[Given information]
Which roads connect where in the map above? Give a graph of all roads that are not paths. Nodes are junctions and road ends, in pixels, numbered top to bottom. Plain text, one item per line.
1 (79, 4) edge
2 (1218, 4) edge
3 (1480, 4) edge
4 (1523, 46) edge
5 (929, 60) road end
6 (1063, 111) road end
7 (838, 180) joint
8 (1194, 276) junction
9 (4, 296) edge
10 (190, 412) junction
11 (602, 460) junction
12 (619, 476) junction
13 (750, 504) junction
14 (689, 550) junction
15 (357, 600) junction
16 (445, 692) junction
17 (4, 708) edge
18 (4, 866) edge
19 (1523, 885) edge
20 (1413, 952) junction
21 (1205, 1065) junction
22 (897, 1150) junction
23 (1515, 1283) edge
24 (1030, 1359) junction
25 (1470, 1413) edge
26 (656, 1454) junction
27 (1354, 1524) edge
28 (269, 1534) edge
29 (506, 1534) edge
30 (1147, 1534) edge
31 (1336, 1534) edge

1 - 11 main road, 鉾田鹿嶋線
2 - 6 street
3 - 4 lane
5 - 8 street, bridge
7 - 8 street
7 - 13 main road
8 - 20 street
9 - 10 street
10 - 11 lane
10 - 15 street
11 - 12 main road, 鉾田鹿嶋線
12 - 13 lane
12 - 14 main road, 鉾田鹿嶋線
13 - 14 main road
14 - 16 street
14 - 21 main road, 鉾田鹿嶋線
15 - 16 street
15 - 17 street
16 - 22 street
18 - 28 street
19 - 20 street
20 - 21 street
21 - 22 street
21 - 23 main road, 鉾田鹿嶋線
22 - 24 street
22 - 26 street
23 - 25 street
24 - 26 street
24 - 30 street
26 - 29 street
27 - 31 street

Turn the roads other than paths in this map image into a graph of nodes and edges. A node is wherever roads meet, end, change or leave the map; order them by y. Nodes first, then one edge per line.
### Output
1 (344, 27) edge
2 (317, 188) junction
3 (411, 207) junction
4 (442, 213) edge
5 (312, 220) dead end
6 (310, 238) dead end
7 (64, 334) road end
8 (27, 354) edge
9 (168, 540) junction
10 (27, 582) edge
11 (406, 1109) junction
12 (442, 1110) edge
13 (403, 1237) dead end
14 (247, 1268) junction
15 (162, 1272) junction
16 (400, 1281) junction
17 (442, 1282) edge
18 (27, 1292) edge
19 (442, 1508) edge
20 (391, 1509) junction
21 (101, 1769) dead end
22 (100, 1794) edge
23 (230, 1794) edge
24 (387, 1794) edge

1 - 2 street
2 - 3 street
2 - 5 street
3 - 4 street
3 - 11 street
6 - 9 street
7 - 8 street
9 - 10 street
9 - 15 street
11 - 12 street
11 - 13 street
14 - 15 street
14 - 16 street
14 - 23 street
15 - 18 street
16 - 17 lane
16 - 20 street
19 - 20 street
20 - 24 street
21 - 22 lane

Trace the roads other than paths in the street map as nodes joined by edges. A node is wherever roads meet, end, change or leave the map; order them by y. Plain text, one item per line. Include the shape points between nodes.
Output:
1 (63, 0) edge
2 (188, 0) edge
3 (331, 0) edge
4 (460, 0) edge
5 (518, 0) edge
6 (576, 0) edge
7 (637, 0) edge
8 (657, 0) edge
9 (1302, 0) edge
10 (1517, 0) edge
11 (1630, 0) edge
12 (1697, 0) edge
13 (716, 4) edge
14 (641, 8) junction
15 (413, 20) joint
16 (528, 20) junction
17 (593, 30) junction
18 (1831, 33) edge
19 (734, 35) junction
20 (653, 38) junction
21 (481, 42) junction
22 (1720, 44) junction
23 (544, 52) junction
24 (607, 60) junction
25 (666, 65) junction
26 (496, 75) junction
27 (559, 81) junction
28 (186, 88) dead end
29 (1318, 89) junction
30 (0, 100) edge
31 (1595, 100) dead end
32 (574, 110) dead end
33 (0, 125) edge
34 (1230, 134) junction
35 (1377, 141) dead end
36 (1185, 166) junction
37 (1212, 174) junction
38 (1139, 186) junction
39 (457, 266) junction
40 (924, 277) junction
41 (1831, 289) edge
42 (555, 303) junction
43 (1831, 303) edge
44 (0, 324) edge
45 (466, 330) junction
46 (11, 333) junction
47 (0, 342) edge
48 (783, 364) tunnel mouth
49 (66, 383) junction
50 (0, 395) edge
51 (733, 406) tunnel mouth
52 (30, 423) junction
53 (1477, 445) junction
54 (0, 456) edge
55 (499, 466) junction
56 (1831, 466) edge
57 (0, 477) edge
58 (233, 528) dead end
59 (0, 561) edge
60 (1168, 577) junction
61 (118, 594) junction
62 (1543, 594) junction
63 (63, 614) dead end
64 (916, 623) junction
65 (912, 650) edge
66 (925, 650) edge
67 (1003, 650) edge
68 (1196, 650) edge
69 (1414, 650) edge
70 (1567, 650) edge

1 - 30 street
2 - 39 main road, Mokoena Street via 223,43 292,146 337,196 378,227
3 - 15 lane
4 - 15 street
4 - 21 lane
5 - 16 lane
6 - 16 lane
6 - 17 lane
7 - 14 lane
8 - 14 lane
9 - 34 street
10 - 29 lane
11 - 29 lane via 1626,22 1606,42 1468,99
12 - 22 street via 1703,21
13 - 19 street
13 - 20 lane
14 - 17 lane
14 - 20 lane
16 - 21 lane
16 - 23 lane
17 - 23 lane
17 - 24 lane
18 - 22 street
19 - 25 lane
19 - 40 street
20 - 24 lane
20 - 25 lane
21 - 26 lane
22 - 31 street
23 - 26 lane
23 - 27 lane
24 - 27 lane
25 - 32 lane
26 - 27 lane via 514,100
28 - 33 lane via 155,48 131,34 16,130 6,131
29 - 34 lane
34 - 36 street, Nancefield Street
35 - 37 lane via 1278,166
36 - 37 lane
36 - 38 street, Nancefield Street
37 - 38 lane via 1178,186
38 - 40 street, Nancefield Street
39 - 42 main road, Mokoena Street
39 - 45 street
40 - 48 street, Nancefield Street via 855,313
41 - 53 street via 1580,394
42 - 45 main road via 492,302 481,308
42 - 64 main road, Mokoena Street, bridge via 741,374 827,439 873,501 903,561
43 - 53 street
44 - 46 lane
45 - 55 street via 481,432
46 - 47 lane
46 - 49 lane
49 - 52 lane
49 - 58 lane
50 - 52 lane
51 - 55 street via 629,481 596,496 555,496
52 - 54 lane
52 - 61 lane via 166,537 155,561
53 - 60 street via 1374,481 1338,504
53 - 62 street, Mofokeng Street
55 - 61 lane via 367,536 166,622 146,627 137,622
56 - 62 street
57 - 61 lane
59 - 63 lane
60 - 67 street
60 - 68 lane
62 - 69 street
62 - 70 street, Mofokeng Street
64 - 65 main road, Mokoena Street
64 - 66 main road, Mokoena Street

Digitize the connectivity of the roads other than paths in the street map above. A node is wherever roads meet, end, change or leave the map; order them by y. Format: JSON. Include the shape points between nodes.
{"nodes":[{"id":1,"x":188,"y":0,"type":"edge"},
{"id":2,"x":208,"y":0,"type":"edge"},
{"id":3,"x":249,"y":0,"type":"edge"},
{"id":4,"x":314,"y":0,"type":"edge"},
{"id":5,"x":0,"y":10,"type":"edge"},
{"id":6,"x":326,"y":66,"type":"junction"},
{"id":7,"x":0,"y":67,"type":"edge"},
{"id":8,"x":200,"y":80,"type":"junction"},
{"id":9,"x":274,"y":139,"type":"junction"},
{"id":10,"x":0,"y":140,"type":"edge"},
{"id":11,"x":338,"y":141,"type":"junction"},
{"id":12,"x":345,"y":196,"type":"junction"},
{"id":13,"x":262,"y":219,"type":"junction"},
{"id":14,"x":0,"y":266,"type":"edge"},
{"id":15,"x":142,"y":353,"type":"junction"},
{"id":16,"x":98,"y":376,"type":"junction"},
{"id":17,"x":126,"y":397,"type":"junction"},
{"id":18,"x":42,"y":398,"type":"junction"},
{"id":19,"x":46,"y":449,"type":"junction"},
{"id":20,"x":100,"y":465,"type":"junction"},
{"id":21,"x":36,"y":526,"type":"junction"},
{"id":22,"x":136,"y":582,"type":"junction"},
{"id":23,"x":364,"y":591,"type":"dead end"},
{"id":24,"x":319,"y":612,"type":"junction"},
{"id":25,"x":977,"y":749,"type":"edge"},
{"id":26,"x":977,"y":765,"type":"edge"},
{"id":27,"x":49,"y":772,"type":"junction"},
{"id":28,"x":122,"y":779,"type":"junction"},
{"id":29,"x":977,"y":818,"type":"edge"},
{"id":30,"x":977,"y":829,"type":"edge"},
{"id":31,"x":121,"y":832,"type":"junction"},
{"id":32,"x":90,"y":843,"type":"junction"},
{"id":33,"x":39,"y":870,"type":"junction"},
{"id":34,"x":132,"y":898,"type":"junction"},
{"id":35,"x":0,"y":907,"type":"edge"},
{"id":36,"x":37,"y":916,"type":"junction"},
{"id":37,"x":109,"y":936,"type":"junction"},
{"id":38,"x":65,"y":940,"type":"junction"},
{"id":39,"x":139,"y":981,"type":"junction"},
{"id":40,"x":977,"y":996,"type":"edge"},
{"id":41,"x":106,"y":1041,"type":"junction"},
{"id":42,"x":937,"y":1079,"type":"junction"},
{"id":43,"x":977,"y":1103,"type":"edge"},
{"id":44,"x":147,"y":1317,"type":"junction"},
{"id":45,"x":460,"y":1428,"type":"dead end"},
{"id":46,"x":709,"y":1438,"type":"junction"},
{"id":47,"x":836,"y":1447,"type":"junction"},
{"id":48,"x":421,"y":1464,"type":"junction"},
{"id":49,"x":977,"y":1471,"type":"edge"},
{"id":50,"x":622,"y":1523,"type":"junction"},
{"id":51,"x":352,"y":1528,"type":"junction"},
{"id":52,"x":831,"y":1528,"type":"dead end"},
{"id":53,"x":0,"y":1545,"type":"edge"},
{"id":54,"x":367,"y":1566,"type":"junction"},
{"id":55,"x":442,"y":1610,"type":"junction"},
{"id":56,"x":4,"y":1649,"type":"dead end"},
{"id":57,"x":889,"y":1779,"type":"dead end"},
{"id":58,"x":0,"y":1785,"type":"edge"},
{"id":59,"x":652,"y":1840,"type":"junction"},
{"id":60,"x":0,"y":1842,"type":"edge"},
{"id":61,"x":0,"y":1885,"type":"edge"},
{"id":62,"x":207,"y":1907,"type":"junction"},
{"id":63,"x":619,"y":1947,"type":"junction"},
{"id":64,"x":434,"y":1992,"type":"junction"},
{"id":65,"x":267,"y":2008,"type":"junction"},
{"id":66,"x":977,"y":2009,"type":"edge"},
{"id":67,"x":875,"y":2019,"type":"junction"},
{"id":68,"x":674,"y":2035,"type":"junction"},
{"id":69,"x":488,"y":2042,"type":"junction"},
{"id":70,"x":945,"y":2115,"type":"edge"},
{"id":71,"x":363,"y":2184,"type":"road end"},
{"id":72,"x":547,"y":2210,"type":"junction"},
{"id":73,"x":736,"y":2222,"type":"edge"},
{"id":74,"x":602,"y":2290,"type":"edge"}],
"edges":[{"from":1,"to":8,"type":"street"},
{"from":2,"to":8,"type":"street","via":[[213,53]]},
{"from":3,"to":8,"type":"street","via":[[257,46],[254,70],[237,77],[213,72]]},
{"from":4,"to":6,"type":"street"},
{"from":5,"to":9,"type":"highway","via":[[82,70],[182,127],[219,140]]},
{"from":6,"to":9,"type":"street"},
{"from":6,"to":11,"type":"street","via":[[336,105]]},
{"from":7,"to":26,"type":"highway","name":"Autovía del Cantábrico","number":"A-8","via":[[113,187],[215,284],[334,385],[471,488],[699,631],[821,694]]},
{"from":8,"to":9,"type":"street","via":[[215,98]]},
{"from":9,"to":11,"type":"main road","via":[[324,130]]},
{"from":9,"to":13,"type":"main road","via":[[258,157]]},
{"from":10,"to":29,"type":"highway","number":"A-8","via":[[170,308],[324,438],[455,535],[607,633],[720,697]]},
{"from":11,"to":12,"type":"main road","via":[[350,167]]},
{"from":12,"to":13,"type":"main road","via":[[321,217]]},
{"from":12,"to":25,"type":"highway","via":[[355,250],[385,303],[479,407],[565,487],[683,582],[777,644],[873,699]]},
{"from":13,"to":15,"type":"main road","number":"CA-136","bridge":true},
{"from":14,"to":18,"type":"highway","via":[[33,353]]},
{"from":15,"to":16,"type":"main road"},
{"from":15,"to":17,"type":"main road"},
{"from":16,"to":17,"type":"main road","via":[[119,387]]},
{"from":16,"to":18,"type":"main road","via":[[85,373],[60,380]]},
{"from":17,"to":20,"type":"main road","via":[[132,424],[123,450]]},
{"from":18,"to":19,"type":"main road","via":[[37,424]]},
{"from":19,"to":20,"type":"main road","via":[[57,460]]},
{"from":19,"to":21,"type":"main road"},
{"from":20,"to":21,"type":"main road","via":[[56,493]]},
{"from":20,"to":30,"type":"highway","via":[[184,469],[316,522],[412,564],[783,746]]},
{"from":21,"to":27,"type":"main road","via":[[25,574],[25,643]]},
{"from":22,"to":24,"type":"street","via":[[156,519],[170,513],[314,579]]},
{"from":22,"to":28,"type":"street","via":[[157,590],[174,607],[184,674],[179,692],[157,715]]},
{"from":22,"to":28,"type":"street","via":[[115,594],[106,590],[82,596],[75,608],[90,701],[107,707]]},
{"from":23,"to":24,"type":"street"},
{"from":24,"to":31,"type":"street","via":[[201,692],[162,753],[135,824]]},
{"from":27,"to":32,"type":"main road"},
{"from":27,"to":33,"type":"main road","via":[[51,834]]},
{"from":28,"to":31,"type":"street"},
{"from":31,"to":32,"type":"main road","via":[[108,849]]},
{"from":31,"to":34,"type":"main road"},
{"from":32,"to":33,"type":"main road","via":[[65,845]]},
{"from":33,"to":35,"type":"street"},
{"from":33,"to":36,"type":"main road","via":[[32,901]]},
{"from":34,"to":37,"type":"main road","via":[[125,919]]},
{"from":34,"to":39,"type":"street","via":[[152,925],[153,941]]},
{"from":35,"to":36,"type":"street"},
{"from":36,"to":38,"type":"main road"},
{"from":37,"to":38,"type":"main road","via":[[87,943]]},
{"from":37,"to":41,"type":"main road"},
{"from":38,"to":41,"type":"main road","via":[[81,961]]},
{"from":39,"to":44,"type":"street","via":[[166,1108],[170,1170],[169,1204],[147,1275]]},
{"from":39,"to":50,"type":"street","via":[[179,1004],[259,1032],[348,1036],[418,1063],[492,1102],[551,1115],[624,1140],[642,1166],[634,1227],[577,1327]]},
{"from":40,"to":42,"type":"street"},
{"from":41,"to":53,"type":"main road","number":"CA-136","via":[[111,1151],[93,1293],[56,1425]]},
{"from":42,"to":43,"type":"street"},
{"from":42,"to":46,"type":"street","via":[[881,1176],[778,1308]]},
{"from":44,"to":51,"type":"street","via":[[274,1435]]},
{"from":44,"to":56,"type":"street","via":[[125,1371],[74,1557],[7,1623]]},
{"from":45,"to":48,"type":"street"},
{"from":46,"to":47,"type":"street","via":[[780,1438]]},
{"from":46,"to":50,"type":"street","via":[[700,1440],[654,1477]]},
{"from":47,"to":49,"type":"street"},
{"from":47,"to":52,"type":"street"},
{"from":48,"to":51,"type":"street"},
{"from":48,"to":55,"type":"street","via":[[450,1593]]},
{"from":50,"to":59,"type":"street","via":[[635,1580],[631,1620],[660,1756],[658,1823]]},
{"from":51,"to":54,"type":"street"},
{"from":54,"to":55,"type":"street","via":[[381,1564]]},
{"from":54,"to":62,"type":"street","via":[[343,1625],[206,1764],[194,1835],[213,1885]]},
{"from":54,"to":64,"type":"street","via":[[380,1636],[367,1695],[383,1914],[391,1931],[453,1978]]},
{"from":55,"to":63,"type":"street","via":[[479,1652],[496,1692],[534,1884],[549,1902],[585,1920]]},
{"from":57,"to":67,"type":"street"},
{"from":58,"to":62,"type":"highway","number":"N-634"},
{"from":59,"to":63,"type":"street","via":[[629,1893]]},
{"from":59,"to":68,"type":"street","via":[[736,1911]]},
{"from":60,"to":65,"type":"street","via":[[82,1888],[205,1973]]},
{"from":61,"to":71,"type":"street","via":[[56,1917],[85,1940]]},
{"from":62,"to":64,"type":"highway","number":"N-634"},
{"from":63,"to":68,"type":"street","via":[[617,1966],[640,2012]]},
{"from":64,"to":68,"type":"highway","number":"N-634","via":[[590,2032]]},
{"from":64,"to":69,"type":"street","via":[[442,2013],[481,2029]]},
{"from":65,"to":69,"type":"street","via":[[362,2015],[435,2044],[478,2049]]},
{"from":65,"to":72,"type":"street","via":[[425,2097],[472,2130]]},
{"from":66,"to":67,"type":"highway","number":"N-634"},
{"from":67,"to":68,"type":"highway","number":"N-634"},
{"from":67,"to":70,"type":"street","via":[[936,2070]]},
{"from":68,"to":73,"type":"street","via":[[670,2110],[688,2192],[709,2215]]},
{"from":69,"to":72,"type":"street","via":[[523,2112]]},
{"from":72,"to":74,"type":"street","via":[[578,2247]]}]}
[/Given information]
What is required:
Lines with the word "Mofokeng" in them: report all of these from the listing above.

Exercise answer:
53 - 62 street, Mofokeng Street
62 - 70 street, Mofokeng Street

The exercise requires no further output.